Our family has a high deductible health insurance plan. We don’t have any chronic health problems, and we rarely go to the doctor. During a typical year, we save money with the high deductible policy. However, when things don’t go as planned, money starts flying out of our HSA.
Last February, our oldest son started experiencing heart palpitations. I took him to our family physician, who referred him to a pediatric cardiologist. Over the past few months, our son has worn various cardiac monitors, had numerous EKGs, and even had an extensive ultrasound of his heart. To our dismay, the doctor was unable to find a reason for the sudden onset of heart palpitations. Of course, that didn’t stop the insanely high bills from rolling in.

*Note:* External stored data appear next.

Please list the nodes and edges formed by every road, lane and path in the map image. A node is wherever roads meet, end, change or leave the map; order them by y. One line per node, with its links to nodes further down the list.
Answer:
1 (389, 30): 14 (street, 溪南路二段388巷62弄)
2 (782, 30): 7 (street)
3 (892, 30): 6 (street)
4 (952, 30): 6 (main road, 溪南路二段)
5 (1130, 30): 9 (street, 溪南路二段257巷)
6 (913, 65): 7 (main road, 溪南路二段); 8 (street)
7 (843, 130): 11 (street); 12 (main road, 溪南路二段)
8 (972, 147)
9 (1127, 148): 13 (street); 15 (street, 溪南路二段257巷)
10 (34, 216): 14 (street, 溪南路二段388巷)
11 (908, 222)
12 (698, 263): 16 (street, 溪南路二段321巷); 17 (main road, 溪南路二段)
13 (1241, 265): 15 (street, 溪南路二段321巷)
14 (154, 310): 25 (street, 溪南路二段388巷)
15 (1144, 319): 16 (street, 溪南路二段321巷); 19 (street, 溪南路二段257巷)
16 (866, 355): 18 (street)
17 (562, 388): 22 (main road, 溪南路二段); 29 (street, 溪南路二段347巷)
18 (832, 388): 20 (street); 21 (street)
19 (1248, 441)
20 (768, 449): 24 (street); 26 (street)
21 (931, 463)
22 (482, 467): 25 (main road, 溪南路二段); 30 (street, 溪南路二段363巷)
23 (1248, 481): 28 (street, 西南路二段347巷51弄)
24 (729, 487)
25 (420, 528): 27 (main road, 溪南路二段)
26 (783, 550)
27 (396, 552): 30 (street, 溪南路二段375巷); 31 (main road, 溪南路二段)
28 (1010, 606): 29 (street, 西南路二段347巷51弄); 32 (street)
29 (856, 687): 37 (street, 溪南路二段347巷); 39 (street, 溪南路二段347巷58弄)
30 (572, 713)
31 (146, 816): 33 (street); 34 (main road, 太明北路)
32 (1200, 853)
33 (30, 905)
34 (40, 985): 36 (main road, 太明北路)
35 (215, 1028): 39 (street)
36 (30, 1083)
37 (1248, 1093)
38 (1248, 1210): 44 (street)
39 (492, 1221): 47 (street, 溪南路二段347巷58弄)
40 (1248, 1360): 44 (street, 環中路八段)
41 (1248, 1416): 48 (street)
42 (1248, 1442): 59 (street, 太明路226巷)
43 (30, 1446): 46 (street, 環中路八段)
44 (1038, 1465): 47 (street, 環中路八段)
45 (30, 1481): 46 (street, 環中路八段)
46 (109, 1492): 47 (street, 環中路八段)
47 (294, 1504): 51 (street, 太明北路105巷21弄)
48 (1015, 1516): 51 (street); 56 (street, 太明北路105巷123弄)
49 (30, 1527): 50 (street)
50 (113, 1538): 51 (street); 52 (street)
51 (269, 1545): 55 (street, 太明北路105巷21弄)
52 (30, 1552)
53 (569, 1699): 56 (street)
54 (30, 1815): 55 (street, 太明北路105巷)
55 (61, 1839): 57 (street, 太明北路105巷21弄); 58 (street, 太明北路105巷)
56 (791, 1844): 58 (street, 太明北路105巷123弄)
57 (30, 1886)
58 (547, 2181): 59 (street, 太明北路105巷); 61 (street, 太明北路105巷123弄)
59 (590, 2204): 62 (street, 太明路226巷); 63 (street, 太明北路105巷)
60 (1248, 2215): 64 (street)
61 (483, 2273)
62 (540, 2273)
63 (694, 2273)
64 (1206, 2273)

As you might have guessed, we met our deductible. The good news is that our son’s bills will be covered moving forward. The bad news is that our deductible resets in August. We get one measly month of covered health care expenses. The worst part is that we aren’t satisfied with our son’s cardiologist. I am strongly considering getting a second opinion. Unless I can fit all of the appointments and testing into one month, we’re most likely going to be meeting our deductible again in 2022.
Because we understand how important it is to save for unexpected health care costs, we have been fully funding our HSA the past few years. Although we have the money to cover our bills, and we’re using our HSA for it’s intended purpose, it’s still painful watching our account dwindle.
I wish healthcare wasn’t so damn expensive in our country.